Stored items
--------------------

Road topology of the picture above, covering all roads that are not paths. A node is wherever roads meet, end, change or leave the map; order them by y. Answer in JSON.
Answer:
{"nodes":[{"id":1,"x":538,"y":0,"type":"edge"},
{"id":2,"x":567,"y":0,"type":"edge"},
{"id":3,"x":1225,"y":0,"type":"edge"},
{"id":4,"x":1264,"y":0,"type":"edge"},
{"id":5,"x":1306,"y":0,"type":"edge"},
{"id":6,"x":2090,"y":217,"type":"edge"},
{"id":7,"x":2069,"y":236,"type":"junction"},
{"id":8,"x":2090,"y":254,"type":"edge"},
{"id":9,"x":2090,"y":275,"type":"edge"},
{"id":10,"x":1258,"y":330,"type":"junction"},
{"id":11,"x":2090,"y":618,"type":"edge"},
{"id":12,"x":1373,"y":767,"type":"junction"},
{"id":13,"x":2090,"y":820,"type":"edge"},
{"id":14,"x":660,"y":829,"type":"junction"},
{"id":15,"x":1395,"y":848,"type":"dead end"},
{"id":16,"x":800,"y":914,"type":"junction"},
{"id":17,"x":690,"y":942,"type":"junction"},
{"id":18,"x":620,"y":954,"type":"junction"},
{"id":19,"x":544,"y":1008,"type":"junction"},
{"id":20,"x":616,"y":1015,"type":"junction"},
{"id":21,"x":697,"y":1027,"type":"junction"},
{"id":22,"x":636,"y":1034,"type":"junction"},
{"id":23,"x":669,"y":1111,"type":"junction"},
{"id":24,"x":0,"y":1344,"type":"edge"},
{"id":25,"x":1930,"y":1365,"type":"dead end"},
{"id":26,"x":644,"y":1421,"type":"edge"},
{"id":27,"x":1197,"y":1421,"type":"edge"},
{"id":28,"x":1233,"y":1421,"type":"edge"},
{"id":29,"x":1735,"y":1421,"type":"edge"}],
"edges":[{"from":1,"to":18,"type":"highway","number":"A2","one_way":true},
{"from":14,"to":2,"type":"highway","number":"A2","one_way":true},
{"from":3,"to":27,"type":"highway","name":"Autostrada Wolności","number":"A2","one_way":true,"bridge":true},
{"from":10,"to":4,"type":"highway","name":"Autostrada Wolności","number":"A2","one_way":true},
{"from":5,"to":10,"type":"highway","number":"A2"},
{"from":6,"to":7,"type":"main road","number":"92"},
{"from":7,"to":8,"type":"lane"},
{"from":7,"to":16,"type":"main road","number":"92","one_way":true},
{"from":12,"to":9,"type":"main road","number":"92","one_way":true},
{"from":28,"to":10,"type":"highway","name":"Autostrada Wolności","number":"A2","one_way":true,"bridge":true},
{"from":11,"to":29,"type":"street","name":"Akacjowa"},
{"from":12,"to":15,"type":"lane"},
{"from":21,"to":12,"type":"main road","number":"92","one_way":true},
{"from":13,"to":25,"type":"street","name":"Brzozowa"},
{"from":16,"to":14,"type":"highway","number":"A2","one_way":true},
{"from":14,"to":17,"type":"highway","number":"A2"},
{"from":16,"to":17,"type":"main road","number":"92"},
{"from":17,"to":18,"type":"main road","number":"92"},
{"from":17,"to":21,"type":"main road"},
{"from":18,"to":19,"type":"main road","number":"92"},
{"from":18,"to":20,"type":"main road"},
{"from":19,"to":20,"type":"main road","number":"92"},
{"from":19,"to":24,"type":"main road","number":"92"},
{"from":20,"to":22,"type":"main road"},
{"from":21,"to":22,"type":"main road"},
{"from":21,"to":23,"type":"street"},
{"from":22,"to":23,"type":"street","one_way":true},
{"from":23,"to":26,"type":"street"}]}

--------------------

* What the task requires
The lines you return should be those above that contain the word "Wolności", every one of them.

* Answer to this exercise
{"from":3,"to":27,"type":"highway","name":"Autostrada Wolności","number":"A2","one_way":true,"bridge":true},
{"from":10,"to":4,"type":"highway","name":"Autostrada Wolności","number":"A2","one_way":true},
{"from":28,"to":10,"type":"highway","name":"Autostrada Wolności","number":"A2","one_way":true,"bridge":true},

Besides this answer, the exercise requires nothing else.